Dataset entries
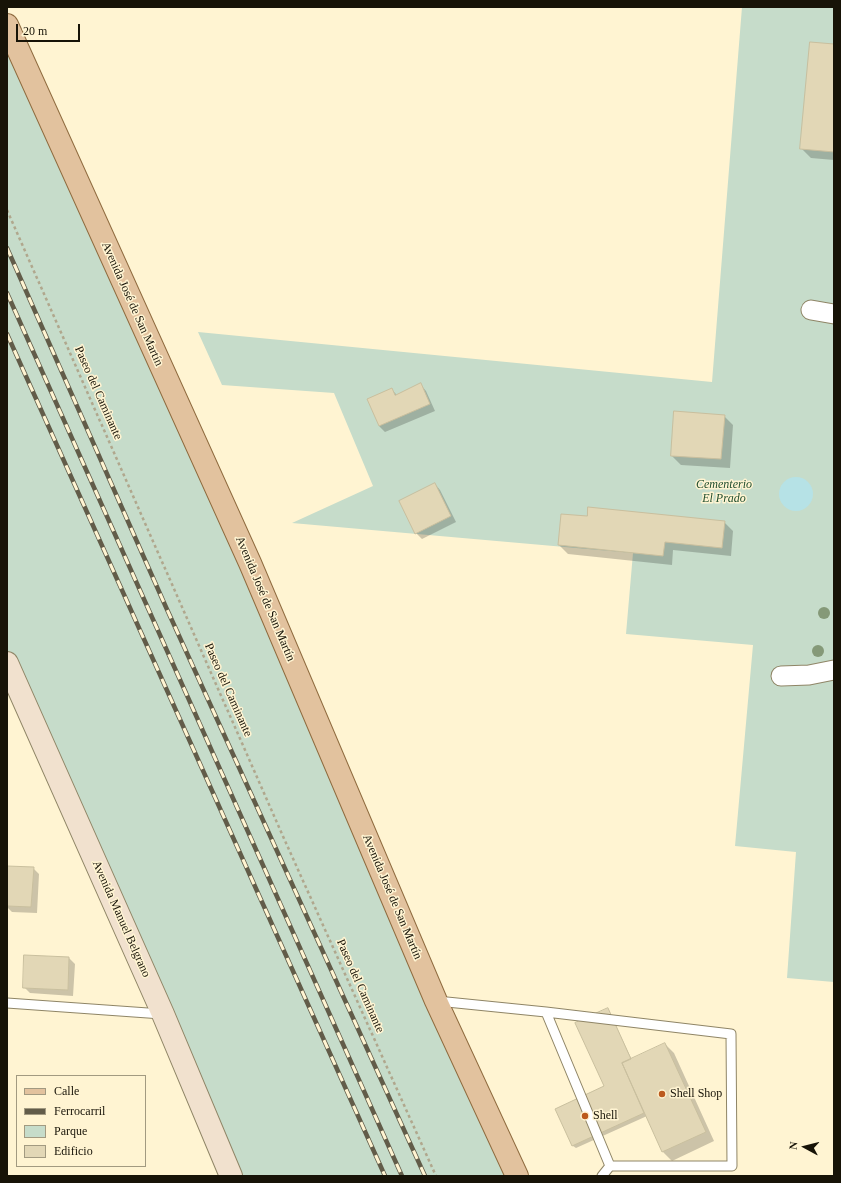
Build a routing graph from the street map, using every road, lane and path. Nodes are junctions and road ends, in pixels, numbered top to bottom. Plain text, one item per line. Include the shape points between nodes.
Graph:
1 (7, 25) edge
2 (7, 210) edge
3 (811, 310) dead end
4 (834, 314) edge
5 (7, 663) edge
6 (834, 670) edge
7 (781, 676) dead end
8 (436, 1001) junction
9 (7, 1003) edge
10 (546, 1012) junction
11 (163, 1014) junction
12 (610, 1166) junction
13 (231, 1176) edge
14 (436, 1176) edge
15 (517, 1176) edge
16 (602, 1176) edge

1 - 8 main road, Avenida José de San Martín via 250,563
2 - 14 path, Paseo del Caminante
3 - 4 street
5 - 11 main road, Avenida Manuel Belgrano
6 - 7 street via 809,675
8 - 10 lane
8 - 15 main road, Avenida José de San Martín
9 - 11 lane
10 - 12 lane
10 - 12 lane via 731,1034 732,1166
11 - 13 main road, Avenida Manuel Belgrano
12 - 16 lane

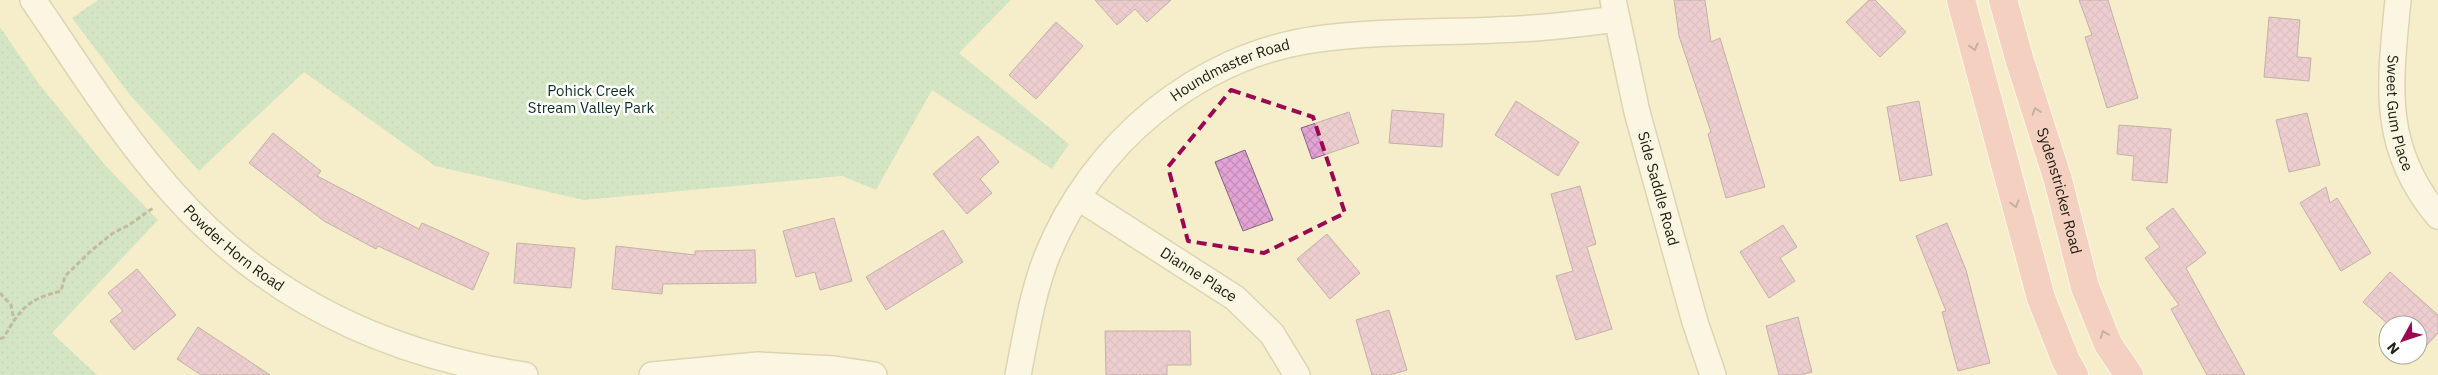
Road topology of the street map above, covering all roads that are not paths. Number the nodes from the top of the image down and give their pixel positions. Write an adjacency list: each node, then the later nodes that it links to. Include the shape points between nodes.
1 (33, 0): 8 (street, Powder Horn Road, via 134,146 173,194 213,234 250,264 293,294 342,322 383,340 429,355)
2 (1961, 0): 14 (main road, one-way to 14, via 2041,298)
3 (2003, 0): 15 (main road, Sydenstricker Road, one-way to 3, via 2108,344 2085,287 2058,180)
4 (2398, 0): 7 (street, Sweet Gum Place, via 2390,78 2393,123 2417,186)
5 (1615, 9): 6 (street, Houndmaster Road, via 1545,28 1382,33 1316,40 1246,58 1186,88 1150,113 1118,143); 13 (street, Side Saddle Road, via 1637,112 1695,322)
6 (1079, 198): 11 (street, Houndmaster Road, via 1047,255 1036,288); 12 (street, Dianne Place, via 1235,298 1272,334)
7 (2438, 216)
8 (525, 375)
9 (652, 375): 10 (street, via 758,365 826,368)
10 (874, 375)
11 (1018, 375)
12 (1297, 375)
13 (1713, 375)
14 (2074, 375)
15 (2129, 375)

● **EXERCISE**
Please set down, with no changes, the line that contains "Road topology of" and all the lines after it until the entries end; write nothing besides them.

● **EXERCISE RESPONSE**
Road topology of the street map above, covering all roads that are not paths. Number the nodes from the top of the image down and give their pixel positions. Write an adjacency list: each node, then the later nodes that it links to. Include the shape points between nodes.
1 (33, 0): 8 (street, Powder Horn Road, via 134,146 173,194 213,234 250,264 293,294 342,322 383,340 429,355)
2 (1961, 0): 14 (main road, one-way to 14, via 2041,298)
3 (2003, 0): 15 (main road, Sydenstricker Road, one-way to 3, via 2108,344 2085,287 2058,180)
4 (2398, 0): 7 (street, Sweet Gum Place, via 2390,78 2393,123 2417,186)
5 (1615, 9): 6 (street, Houndmaster Road, via 1545,28 1382,33 1316,40 1246,58 1186,88 1150,113 1118,143); 13 (street, Side Saddle Road, via 1637,112 1695,322)
6 (1079, 198): 11 (street, Houndmaster Road, via 1047,255 1036,288); 12 (street, Dianne Place, via 1235,298 1272,334)
7 (2438, 216)
8 (525, 375)
9 (652, 375): 10 (street, via 758,365 826,368)
10 (874, 375)
11 (1018, 375)
12 (1297, 375)
13 (1713, 375)
14 (2074, 375)
15 (2129, 375)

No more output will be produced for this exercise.